From adaptive approach...
Back in past adaptive design was a nickname of principle of creating tailored mobile experience alongside the desktop website. This is how we ended up with these horrible m. (mobile) websites, which due to overhead of two websites maintenance (mobile and desktop) always failed on promise of delivering proper mobile service, raising users' frustration all the time. Simply, the editors were unable to provide the same content and features as on desktop version because this task involved a lot of manual content and media adjustments to fit requirements of different layout. Personally I gave up with dozen of websites forcing me to use their crippled mobile versions (I'm looking at you Huffington Post!) and not allowing bring back the standard desktop frontend.
...to responsive approach
Thanks to adoption of CSS3, designers were able to employ a different approach, called responsive design, which was basically a set of rules for web browsers to modify displayed website layout depending on the size of their viewport (visible screen size). It resolved the problem of adaptive design approach, as organizations had finally only one website to maintain, which have been adjusting its display to the visitor's device. This was truly revolutionary as finally we were able to delivery exceptional mobile visitor's experience at the same pace as desktop version and take care of highly growing mobile traffic in a proper manner.
Unfortunately, with increasing number of different mobile devices, responsive design approach get us into a trouble again. First, to support different devices like smartwatches, cell phones, smart phones, phablets, tablets, desktops and retina laptops and desktops (phew!) we had to start delivering frontend able to serve all of them and even taking care of subtle differences in their capabilities, what naturally drove development complexity and raised project's costs. What even worse, since it was a browser to adjust a website layout dynamically on the moment of its display, we had to transfer all of the frontend code and media for all supported devices first, what exponentially increased data transfers to visitors. Normally it isn’t a big issue, as our cellular networks are constantly increasing available bandwidths, however mobile users still stay very sensitive for data transfers due to transfer caps imposed by operators and natural changes of bandwidth available to them due to connection conditions. Obviously, the fact that even a poor smartwatch has to process a frontend code of all its bigger brothers and sisters prior displaying a simple website doesn't help with performance and consequently a proper user experience as well.
In the end of the day, only those of us who are lucky enough to be connected on rock-solid LTE, with a robust flagship phone felt a real improvement in a mobile experience delivered by responsive design.

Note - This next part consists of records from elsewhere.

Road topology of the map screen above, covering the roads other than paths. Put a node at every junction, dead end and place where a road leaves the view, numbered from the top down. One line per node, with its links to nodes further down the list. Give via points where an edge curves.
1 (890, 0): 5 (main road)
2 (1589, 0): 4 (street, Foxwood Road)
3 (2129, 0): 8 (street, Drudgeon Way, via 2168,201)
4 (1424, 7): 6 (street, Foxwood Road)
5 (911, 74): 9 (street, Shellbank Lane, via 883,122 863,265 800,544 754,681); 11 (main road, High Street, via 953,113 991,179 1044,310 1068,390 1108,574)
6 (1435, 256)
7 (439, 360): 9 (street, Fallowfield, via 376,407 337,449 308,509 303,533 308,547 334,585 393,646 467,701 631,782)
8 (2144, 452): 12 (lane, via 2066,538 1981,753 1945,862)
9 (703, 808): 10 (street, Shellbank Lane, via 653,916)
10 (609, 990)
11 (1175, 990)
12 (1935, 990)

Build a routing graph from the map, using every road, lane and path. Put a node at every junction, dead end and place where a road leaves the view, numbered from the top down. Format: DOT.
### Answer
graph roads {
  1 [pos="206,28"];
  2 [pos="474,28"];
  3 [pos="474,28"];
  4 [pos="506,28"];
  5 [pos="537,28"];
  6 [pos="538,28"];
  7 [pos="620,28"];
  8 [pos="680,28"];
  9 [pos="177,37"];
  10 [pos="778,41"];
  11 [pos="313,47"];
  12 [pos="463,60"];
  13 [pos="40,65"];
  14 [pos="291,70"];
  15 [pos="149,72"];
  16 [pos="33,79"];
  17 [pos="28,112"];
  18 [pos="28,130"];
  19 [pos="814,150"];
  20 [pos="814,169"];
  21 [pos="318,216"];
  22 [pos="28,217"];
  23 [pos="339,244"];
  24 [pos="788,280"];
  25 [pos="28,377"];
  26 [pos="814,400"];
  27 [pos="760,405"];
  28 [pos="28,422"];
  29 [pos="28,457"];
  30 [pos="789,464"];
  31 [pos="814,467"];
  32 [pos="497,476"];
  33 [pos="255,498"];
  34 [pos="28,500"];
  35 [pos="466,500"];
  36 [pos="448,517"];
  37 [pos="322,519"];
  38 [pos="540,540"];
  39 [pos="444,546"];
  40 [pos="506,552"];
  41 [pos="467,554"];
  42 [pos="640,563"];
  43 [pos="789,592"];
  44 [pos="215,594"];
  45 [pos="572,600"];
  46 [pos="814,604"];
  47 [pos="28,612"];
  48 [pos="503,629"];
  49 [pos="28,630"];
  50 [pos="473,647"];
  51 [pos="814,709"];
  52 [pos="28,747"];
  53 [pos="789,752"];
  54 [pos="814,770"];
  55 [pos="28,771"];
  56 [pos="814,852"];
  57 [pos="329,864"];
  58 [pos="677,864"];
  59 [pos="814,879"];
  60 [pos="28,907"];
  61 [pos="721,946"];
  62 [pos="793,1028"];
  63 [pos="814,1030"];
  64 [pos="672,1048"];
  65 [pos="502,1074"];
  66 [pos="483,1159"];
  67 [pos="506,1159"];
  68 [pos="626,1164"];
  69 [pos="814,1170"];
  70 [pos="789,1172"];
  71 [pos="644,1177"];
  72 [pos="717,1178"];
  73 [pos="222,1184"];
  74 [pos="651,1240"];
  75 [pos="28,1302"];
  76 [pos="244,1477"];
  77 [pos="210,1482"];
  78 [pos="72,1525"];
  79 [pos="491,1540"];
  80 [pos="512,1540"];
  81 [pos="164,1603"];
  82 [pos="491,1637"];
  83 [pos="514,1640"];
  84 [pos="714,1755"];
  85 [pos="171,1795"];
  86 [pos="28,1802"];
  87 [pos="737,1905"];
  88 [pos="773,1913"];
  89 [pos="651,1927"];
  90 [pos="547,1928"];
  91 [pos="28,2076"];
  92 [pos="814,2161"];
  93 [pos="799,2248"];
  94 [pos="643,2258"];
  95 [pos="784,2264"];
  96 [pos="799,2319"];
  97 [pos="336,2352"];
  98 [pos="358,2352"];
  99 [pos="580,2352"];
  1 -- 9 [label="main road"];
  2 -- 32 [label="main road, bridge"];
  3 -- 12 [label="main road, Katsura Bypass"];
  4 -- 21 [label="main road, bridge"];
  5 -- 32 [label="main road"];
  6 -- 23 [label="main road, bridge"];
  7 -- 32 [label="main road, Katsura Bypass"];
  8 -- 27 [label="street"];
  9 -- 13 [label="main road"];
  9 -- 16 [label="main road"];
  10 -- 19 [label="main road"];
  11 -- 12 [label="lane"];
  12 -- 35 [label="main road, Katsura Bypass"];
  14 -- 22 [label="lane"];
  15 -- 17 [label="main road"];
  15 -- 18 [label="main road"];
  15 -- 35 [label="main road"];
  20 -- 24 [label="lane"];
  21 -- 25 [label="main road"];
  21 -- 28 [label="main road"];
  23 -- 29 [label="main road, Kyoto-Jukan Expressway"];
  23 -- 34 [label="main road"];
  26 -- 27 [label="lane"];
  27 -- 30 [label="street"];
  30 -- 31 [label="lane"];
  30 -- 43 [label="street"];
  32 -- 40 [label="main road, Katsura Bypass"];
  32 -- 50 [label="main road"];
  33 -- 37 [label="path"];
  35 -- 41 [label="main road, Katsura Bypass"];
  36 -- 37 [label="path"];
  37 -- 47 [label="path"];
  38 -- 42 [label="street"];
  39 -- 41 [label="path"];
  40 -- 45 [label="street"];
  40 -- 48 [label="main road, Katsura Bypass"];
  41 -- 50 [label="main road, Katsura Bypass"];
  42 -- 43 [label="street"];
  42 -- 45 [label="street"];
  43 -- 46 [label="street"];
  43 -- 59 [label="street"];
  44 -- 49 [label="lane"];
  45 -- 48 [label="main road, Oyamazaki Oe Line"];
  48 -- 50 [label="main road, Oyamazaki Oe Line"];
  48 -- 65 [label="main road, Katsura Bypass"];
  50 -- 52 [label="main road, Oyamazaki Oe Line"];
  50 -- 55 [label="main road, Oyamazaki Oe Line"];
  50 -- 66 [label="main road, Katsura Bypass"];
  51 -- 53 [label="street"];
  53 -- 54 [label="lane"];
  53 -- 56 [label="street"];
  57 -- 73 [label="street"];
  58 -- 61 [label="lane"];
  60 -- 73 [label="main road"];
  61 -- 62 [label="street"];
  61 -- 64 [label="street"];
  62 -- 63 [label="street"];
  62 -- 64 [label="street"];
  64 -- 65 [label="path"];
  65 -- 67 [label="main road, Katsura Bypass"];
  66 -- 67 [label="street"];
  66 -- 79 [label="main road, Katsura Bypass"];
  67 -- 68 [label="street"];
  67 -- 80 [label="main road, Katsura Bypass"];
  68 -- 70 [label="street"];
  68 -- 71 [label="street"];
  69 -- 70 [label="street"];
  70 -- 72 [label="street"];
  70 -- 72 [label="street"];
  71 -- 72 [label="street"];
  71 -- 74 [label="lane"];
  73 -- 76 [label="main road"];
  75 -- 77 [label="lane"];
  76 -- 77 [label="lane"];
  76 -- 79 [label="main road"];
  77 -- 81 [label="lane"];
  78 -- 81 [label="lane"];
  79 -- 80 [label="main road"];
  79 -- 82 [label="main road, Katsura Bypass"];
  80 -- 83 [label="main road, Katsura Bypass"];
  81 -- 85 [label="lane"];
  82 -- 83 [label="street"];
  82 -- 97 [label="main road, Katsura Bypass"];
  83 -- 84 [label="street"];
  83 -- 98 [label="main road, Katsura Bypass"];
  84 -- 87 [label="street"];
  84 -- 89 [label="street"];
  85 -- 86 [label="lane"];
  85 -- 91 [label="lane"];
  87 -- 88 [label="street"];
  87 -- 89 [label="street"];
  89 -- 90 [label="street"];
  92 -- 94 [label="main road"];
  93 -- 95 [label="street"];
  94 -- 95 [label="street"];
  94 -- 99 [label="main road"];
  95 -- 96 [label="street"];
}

Back to adaptive again! (or RESS)
In this situation, we had to start building smarter solutions, which will limit development complexity, but also amount of data transferred to users, offloading heavy processing on new shiny servers we buy to support our online environments. This is how we came up with new approach, vaguely called adaptive desing again (some of us call it server side responsive, or more often RESS - Responsible Design with Server Side components).
This time, instead of building specialized mobile websites, we started building smart CMS solutions, able to display same content but in different layout dynamically, selecting best experience for a visitor's device. What's more, thanks to integration with external mobile devices' databases, we could start not only recognizing the type of device (mobile, tablet etc.), but also its capabilities (touch capable, onboard GPS etc.) and subsequently customize user's experience even more.
Imagine, entering a website, which already knows that you're accessing it on a new iPhone 6s+, hence omitting navigation sliders (to let you interact with it by touch) and displaying a contact map with your position marked on it, due to native connectivity with built in GPS device. In the same time, if you visit it on your old Blackberry, it will gladly expose all navigation elements and even display resolution optimized images, saving your time and bandwidth.
What's there for web marketer?
Modern adaptive design capabilities of CMS systems simplified development and further enhancements of the websites (your development team delivers separate pieces of layout without all the dependencies) and increased our capabilities to build and deliver truly mobile optimized and personalized websites. In order to make it happen, your CMS system has to be smart enough to enable developers employ adaptive design approach easily, then deliver well performing websites at scale. This is where the battlefield is today as only a handful of solutions available on the market are mature enough to satisfy all the requirements. Whenever you select a technology or its provider, ask for their support of dynamic adaptive design, mobile experience optimization and understanding of challenges of present. No organization can afford today, to deliver inferior mobile user experience, since this is how majority of web traffic is generated in modern Internet and will be only growing in next years.